Meta’s release of Llama 3 in July 2024 has significantly impacted the landscape of large language models (LLMs). Unlike other open LLMs, Meta not only shared the model weights but also published a comprehensive paper detailing their training recipe. This generosity is rare and provides a lot of valuable insights. Even if you’re a user who doesn’t train LLMs from scratch, it still offers useful lessons.
At its core, Llama 3 employs a straightforward neural net architecture, but its strength lies in meticulous data curation and iterative training. This underscores the effectiveness of the good old Transformer architecture and highlights the importance of training data.
In this post, I’ll share key takeaways from the Llama 3 paper, highlighting three practical aspects: data curation, post-training, and evaluation.
Data curation, which involves gathering, organizing, and refining data to ensure its quality and relevance for training machine learning models, is a cornerstone of Llama 3’s development. The process is divided into two phases: pre-training and post-training. In the pre-training phase, Meta’s team significantly reworked the data curation process to collect high-quality data from the web.
In the post-training phase, Meta’s team tackled the challenge of data quality by primarily relying on synthetic data.

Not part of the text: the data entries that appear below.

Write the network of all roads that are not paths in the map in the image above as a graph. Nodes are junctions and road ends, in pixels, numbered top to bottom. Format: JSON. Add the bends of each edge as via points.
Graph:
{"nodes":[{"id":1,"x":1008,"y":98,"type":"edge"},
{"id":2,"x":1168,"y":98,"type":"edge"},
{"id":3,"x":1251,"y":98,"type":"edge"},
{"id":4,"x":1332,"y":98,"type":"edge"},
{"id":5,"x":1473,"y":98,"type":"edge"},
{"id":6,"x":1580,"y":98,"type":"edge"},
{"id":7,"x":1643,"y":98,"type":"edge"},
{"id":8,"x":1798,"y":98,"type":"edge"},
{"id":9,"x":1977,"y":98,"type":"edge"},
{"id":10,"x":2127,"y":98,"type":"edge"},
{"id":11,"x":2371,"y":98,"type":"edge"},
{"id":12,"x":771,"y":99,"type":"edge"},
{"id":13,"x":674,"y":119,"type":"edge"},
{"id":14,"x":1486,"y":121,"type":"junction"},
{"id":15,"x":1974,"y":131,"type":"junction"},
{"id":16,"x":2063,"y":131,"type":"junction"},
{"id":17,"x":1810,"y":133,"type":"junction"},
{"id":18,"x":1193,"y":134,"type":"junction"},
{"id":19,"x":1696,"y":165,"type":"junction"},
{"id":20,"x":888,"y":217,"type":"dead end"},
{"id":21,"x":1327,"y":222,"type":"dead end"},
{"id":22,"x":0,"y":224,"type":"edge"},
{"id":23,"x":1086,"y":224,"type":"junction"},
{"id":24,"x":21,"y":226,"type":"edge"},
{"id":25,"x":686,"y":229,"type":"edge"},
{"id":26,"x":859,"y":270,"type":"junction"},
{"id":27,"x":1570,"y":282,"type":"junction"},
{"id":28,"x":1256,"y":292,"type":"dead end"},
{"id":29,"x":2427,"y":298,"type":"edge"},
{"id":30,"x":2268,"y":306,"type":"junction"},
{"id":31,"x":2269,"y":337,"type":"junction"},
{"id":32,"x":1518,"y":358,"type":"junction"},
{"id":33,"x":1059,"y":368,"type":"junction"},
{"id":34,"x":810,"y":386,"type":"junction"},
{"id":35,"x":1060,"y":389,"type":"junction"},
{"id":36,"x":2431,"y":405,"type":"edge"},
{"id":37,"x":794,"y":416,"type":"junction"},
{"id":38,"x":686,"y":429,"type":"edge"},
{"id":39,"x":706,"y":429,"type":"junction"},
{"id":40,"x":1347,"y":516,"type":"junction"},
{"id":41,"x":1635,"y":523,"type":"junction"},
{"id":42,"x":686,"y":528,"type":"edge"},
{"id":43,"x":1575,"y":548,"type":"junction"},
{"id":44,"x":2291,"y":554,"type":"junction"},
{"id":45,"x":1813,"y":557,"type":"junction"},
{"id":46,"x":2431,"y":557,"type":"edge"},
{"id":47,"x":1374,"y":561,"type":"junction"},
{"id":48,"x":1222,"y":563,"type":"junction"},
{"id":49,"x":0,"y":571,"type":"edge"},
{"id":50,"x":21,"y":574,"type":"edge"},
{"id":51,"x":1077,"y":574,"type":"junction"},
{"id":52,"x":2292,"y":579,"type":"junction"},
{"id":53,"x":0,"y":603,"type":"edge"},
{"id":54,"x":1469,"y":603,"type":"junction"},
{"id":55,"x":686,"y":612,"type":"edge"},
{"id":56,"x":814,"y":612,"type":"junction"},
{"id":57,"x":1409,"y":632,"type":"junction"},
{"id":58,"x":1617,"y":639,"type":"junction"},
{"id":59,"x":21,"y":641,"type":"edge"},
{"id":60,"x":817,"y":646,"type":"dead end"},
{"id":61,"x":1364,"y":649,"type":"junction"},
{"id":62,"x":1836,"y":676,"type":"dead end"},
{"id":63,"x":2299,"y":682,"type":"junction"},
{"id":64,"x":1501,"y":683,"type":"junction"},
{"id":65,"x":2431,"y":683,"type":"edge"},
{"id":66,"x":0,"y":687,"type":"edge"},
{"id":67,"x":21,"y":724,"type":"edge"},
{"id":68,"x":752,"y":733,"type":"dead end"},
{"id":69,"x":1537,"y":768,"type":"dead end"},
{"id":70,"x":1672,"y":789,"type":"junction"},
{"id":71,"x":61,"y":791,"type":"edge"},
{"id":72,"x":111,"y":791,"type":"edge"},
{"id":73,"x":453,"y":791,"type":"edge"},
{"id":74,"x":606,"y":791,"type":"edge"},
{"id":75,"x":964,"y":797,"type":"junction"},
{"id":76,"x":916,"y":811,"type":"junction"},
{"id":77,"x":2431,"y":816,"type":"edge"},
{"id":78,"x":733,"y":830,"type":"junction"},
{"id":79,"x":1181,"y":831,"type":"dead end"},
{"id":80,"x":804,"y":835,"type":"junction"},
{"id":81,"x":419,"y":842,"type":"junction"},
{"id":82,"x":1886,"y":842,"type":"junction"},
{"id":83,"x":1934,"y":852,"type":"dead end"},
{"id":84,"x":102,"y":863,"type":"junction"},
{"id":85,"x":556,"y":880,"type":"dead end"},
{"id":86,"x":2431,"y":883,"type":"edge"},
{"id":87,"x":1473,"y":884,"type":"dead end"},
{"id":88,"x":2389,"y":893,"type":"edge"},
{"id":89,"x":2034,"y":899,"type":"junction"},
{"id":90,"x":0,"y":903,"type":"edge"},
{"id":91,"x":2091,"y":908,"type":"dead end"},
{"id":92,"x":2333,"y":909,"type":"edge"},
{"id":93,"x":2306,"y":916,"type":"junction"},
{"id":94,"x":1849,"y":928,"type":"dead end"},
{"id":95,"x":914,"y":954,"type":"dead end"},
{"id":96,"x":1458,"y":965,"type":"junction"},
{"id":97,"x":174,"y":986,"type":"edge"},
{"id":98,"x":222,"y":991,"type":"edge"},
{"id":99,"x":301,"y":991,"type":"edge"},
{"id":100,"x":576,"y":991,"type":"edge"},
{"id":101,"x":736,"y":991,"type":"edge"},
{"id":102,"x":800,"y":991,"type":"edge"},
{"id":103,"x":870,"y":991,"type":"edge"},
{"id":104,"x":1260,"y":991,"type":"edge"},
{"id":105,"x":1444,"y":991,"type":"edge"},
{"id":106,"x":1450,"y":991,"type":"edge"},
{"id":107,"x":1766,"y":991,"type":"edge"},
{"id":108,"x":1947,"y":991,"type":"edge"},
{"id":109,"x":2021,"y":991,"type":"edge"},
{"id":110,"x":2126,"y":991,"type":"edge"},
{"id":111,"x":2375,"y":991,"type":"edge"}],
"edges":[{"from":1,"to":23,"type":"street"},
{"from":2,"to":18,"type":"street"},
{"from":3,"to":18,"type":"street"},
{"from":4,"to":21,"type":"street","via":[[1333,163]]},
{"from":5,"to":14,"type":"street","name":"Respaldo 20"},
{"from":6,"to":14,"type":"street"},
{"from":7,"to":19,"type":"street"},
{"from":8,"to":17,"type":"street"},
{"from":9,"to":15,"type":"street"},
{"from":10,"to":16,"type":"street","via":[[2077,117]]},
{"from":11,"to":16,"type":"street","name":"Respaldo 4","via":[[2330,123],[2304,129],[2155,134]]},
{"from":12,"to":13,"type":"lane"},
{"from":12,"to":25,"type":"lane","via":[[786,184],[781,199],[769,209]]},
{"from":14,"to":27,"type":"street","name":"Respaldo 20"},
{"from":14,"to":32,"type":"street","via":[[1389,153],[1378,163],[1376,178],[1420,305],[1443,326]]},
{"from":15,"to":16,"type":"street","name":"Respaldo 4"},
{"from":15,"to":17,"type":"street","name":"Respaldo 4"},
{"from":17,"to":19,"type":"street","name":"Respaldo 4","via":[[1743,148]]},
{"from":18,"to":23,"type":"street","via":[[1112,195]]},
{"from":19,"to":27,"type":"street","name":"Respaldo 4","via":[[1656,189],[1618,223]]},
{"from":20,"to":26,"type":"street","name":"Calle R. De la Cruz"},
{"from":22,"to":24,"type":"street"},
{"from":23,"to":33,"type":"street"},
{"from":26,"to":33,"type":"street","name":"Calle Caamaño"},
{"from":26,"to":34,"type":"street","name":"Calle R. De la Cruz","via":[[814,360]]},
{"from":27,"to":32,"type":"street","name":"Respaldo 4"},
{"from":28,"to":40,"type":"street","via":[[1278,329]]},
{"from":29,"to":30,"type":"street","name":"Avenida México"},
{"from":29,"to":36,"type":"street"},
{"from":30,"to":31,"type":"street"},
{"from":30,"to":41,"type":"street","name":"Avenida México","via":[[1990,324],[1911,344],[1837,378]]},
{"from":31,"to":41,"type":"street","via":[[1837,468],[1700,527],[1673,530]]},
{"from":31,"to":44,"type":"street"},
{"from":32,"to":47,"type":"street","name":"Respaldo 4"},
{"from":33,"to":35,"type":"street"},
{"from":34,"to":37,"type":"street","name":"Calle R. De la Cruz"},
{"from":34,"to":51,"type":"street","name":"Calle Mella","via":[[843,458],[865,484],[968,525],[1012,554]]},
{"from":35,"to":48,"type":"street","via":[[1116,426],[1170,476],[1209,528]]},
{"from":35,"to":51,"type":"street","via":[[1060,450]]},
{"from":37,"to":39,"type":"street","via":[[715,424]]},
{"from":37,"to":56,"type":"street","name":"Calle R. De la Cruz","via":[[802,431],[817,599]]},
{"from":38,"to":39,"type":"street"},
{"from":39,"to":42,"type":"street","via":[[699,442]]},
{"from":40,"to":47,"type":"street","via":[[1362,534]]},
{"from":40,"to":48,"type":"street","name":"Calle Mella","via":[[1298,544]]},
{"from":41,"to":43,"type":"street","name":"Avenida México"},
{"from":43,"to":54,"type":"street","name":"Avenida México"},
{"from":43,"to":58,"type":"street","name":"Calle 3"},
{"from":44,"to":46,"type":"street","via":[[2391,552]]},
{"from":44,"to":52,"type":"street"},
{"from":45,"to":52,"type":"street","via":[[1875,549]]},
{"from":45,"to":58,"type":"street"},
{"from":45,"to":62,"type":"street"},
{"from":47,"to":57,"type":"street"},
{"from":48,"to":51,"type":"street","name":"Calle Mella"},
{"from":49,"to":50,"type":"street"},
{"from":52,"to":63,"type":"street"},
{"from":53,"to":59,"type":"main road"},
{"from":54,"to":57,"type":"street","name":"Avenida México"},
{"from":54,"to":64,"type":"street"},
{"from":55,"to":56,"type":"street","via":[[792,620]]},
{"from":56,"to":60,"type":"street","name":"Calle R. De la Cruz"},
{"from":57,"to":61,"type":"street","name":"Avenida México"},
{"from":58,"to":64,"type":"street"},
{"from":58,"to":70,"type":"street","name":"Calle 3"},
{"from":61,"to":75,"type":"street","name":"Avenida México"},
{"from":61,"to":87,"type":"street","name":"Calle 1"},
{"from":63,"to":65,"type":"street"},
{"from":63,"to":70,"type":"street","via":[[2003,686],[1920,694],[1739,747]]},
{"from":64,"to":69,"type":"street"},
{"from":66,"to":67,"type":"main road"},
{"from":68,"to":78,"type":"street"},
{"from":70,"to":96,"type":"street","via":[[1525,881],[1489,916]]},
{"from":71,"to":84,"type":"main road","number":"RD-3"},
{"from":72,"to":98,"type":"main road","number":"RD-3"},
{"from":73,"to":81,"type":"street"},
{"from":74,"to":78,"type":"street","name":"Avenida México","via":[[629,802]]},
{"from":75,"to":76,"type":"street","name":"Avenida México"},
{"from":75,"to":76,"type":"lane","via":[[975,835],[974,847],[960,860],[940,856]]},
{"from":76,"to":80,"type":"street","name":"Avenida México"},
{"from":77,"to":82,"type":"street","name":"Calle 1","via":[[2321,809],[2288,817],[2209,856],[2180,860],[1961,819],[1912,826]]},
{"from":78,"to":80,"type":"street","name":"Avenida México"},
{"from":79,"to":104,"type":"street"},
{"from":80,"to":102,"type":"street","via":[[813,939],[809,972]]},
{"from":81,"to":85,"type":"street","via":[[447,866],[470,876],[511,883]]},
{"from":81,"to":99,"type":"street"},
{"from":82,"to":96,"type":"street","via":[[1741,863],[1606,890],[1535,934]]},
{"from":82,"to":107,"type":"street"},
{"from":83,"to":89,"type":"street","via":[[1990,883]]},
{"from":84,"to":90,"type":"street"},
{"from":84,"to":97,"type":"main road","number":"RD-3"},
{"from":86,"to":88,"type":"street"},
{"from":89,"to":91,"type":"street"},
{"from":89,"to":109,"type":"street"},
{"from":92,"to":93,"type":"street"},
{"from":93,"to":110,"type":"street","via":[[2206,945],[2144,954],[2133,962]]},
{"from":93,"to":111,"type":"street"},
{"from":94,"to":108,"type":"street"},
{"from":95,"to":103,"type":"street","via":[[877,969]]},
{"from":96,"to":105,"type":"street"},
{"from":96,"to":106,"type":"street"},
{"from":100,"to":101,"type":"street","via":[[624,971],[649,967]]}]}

Llama 3’s development was not about achieving perfection on the first try. Instead, they embraced an iterative, multi-stage approach, refining components progressively. The team was open to ad-hoc solutions for specific challenges, undergoing six rounds of reward modeling, SFT, and DPO. They crafted many model variants from experiments using various data and hyperparameters and averaged their weights at the end. This training pipeline is fairly complex compared to the industry standard.
With a refined model through iterative post-training, the next crucial step was to rigorously evaluate Llama 3’s capabilities and limitations. Beyond standard benchmarks, they explored the model’s sensitivity to input variations (see the image below), which is crucial for practitioners as minor differences in prompts can lead to unexpected results. They also tackled data contamination issues, ensuring the model hadn’t been inadvertently trained on benchmark data, which can skew performance evaluations.